## Data for the task
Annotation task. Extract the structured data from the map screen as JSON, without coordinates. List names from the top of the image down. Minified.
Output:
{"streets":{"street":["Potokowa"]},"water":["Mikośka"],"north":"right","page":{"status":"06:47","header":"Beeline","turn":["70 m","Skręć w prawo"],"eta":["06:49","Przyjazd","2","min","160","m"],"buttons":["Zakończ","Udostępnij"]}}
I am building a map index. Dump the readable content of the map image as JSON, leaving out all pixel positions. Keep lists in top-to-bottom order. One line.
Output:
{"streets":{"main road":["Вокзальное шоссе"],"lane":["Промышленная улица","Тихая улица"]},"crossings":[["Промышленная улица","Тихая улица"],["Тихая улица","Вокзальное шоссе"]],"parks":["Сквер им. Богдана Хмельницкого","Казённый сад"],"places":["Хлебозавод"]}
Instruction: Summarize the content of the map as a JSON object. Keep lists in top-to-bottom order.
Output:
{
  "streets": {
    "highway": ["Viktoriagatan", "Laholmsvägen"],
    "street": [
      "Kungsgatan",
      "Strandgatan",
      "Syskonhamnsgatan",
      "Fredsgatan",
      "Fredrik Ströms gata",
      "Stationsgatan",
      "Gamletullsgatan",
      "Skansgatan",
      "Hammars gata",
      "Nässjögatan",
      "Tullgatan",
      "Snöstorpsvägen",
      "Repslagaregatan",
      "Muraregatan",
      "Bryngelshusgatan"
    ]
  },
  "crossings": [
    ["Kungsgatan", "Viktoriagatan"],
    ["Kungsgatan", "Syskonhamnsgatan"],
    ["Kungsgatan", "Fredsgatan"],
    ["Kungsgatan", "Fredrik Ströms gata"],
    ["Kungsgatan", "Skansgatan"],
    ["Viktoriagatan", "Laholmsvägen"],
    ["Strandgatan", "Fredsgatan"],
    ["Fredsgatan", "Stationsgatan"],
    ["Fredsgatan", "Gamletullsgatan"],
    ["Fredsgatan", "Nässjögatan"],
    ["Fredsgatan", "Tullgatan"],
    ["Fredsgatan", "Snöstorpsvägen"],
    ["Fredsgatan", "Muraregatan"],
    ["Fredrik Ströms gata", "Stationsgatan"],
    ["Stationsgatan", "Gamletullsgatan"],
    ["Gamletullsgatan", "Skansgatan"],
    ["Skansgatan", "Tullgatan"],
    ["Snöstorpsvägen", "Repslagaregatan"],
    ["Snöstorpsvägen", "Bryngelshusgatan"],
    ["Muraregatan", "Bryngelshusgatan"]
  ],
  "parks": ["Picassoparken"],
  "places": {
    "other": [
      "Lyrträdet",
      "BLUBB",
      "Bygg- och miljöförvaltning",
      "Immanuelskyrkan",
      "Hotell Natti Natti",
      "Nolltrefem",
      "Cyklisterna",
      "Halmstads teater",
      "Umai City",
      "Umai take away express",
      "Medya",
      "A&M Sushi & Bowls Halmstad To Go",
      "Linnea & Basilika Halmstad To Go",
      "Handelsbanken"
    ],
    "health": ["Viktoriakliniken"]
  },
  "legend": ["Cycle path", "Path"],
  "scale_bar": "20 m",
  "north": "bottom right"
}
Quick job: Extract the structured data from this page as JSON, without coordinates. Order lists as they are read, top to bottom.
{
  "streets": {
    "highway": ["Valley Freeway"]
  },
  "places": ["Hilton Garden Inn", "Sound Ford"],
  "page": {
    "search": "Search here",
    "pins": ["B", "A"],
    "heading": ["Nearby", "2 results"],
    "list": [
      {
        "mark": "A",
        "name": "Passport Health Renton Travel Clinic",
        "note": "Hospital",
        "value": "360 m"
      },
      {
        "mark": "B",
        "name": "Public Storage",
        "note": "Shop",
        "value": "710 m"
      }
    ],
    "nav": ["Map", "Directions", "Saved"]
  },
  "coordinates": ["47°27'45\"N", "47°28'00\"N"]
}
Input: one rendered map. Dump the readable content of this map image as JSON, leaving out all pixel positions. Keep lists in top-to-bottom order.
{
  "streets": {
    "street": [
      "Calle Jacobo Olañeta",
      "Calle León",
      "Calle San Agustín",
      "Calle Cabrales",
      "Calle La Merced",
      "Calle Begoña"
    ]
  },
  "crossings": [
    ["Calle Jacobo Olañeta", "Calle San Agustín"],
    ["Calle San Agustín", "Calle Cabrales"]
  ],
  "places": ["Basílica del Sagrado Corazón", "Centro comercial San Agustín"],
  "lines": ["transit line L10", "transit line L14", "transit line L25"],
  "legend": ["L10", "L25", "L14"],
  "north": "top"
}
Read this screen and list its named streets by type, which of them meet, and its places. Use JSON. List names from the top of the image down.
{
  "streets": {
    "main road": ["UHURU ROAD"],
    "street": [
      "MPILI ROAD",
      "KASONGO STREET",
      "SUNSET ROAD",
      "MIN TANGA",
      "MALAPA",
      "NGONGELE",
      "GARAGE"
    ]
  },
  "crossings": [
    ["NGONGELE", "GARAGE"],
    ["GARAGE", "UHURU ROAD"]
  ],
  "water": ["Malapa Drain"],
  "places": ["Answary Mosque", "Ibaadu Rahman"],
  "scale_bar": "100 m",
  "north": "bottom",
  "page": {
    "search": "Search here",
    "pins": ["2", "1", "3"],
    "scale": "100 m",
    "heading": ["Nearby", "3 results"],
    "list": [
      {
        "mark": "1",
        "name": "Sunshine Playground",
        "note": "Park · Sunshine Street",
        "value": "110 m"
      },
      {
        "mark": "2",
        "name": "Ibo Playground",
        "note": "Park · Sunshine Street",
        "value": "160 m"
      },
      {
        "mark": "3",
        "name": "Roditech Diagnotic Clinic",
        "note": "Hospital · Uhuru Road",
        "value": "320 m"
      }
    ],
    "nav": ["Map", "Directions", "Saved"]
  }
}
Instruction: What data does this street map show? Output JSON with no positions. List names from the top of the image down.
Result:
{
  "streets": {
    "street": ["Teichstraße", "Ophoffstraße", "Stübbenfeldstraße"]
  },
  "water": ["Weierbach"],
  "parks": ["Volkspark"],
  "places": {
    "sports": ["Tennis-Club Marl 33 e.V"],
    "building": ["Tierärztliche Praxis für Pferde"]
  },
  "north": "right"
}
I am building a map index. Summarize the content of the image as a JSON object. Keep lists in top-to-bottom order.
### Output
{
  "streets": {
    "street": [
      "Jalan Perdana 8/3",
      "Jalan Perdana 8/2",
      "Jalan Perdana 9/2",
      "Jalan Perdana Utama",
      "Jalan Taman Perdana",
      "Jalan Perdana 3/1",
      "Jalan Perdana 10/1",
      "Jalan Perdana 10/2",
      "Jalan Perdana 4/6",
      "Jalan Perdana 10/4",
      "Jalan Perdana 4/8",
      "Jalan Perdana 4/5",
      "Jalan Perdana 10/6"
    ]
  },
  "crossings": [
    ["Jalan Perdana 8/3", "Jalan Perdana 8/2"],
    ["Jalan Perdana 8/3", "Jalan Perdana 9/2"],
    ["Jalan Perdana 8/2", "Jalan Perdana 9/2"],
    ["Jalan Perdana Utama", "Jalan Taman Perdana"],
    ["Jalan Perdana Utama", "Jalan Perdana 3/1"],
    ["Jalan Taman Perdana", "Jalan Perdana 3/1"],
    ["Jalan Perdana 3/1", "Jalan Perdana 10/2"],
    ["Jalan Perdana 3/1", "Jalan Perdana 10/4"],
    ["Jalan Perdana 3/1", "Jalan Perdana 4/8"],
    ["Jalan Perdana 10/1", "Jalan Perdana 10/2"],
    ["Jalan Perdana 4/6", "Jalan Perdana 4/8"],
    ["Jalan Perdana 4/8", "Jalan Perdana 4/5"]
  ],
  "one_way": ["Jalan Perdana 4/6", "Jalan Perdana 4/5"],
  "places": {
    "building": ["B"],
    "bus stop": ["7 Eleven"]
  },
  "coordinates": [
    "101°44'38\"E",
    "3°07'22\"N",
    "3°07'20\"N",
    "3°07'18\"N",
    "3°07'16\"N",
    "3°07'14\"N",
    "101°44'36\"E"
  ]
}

## Exercise description
The first line of the entries above and every line after it, up to and including the line with "Instruction: Summarize the", should be set down exactly.

## Solution to this problem
Annotation task. Extract the structured data from the map screen as JSON, without coordinates. List names from the top of the image down. Minified.
Output:
{"streets":{"street":["Potokowa"]},"water":["Mikośka"],"north":"right","page":{"status":"06:47","header":"Beeline","turn":["70 m","Skręć w prawo"],"eta":["06:49","Przyjazd","2","min","160","m"],"buttons":["Zakończ","Udostępnij"]}}
I am building a map index. Dump the readable content of the map image as JSON, leaving out all pixel positions. Keep lists in top-to-bottom order. One line.
Output:
{"streets":{"main road":["Вокзальное шоссе"],"lane":["Промышленная улица","Тихая улица"]},"crossings":[["Промышленная улица","Тихая улица"],["Тихая улица","Вокзальное шоссе"]],"parks":["Сквер им. Богдана Хмельницкого","Казённый сад"],"places":["Хлебозавод"]}
Instruction: Summarize the content of the map as a JSON object. Keep lists in top-to-bottom order.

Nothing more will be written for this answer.